WORK REQUEST: Nothing goes in the answer except the line that contains "I am building a map index. Read" and the lines after it to the end of the material below, unchanged.

MATERIAL SUPPLIED:

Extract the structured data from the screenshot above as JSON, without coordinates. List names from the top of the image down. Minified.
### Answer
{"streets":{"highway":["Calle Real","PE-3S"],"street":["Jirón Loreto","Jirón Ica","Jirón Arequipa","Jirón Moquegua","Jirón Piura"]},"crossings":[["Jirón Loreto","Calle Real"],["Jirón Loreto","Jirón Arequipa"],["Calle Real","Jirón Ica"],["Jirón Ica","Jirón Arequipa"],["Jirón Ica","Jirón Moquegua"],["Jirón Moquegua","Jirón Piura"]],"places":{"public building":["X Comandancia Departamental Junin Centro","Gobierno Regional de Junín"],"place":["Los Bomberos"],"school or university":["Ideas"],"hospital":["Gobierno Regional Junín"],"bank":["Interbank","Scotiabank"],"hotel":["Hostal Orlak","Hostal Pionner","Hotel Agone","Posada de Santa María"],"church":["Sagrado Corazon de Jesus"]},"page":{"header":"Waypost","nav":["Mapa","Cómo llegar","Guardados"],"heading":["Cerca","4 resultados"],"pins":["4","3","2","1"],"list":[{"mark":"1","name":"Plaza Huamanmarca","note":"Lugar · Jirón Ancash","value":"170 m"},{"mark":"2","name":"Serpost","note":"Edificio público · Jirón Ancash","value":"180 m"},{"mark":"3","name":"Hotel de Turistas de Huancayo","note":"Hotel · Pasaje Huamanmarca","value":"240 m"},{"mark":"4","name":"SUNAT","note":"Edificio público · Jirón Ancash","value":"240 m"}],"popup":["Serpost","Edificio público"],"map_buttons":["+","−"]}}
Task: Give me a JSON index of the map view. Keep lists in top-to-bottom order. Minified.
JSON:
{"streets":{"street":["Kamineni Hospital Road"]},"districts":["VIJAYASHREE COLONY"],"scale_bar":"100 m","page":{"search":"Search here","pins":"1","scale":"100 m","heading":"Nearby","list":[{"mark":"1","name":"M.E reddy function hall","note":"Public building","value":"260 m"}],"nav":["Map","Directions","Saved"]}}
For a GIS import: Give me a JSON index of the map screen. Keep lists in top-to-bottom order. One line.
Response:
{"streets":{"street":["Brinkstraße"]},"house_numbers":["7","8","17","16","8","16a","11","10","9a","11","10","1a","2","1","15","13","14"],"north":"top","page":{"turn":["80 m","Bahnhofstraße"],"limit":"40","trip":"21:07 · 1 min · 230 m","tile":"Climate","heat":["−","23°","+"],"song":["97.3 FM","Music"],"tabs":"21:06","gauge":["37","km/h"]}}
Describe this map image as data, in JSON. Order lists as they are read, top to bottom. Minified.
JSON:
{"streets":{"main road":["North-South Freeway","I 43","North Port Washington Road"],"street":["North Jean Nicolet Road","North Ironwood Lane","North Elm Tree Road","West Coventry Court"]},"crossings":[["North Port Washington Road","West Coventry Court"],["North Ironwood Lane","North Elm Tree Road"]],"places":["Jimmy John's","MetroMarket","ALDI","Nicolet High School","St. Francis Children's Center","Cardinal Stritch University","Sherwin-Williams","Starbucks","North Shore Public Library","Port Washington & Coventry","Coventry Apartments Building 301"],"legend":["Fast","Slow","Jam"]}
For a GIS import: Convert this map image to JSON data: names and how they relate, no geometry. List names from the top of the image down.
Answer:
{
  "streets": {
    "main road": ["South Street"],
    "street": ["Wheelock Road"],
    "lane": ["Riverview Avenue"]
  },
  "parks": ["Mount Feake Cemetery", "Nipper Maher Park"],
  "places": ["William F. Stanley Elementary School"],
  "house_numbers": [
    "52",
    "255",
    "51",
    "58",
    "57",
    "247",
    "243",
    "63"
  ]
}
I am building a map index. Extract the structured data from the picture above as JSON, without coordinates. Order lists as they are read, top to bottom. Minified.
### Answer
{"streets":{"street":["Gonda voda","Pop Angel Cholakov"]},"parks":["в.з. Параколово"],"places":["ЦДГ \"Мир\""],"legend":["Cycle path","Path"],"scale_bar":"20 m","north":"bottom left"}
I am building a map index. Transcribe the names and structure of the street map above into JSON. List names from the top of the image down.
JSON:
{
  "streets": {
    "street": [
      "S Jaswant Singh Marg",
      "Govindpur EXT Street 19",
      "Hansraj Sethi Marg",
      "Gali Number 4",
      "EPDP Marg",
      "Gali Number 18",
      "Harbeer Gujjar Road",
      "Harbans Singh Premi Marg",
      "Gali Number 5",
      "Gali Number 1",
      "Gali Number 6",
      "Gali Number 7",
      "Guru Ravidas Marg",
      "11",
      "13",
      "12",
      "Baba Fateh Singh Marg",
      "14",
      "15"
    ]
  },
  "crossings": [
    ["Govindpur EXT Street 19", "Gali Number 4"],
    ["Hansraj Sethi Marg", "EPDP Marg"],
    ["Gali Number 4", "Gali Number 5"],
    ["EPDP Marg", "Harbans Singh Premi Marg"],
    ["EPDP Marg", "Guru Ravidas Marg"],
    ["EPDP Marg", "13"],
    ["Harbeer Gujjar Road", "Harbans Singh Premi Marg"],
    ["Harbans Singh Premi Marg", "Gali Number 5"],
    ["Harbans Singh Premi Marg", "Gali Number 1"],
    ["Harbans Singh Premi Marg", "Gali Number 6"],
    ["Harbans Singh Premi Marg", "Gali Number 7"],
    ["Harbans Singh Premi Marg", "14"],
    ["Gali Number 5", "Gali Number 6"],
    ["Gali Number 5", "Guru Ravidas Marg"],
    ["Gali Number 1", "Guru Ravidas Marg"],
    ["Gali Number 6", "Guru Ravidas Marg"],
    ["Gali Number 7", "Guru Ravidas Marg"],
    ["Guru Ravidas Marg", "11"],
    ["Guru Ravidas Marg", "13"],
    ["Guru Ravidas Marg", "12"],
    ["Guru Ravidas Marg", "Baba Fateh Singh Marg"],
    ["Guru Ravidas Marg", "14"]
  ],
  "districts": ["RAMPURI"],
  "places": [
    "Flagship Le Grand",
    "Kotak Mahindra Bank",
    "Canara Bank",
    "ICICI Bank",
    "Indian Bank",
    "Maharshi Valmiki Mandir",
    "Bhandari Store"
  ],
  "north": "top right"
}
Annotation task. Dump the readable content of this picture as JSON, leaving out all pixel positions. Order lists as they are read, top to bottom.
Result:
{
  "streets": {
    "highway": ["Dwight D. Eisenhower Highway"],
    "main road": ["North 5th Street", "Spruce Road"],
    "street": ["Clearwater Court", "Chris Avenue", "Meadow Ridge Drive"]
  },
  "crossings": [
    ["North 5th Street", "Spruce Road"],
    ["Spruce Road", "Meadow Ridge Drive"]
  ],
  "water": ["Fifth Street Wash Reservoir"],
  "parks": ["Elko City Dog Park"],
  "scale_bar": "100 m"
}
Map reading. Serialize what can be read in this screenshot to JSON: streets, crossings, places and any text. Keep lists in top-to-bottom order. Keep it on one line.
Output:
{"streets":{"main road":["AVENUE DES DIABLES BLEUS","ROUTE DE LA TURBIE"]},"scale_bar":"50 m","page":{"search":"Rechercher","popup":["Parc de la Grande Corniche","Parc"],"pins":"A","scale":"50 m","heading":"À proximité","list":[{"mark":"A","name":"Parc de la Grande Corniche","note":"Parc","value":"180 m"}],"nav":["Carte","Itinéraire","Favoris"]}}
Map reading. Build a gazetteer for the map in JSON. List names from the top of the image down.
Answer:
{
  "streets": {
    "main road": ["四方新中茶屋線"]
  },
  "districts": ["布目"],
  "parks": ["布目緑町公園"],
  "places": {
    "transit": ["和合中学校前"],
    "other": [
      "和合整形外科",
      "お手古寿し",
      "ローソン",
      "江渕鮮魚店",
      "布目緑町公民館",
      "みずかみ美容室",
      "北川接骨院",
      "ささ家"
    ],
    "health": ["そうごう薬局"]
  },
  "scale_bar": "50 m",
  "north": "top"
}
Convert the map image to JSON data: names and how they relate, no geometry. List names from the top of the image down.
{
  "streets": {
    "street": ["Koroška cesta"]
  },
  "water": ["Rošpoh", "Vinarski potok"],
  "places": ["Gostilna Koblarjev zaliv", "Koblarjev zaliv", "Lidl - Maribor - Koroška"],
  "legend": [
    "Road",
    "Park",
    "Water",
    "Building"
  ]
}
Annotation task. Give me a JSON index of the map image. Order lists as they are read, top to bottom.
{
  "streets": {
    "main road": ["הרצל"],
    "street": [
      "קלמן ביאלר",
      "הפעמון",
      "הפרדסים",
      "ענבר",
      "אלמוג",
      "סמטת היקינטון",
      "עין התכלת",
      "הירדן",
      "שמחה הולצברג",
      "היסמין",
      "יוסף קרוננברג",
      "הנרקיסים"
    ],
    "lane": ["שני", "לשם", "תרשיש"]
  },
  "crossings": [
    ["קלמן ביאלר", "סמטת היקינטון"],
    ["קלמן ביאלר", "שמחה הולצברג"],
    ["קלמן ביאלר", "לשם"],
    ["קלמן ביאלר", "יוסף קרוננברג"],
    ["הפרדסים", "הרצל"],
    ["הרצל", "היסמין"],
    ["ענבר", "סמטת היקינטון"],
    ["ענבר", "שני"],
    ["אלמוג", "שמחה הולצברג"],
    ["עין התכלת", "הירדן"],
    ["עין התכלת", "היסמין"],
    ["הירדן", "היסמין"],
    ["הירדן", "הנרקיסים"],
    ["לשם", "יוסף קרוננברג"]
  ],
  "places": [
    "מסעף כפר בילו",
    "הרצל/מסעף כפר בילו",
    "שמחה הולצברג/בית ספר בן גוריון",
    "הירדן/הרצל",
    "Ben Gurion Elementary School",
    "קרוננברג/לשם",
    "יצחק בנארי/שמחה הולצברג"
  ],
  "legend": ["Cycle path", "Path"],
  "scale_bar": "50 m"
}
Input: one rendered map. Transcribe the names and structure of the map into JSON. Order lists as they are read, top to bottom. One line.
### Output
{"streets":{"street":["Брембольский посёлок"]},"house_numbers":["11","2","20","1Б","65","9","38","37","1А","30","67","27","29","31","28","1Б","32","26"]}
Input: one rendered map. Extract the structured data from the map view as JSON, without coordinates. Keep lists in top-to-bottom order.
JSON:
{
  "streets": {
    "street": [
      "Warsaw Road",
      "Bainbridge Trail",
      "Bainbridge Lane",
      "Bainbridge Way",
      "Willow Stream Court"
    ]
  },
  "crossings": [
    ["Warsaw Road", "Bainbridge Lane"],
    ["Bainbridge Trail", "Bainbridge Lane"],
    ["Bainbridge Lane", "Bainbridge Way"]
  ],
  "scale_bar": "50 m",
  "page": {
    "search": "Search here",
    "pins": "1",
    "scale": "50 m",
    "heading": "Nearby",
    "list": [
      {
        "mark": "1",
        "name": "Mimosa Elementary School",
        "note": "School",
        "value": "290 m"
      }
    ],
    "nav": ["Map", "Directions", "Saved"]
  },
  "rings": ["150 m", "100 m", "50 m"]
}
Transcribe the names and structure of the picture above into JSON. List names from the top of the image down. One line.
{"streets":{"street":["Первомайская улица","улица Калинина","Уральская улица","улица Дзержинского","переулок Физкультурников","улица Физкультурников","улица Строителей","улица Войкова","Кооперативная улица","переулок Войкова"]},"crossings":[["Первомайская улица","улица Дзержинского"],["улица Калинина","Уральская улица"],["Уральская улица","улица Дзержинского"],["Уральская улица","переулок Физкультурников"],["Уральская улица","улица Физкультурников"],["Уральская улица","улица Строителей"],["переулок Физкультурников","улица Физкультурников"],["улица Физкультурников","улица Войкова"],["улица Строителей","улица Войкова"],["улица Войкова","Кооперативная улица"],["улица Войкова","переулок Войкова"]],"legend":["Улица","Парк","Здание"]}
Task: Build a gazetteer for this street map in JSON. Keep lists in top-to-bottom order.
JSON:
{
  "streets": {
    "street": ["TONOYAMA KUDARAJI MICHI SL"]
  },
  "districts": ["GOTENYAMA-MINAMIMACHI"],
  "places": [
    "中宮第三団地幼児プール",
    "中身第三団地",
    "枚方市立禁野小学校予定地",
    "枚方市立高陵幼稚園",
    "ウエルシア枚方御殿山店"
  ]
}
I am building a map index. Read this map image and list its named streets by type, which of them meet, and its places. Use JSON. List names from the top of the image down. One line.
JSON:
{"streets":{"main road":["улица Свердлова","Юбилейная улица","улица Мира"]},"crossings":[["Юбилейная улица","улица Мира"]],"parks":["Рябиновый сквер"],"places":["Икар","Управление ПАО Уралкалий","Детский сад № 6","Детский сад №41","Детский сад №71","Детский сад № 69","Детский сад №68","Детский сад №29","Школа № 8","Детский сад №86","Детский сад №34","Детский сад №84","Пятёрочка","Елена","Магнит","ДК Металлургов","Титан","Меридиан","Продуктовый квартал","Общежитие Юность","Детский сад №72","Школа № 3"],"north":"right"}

REPLY TO THE EXERCISE:
I am building a map index. Read this map image and list its named streets by type, which of them meet, and its places. Use JSON. List names from the top of the image down. One line.
JSON:
{"streets":{"main road":["улица Свердлова","Юбилейная улица","улица Мира"]},"crossings":[["Юбилейная улица","улица Мира"]],"parks":["Рябиновый сквер"],"places":["Икар","Управление ПАО Уралкалий","Детский сад № 6","Детский сад №41","Детский сад №71","Детский сад № 69","Детский сад №68","Детский сад №29","Школа № 8","Детский сад №86","Детский сад №34","Детский сад №84","Пятёрочка","Елена","Магнит","ДК Металлургов","Титан","Меридиан","Продуктовый квартал","Общежитие Юность","Детский сад №72","Школа № 3"],"north":"right"}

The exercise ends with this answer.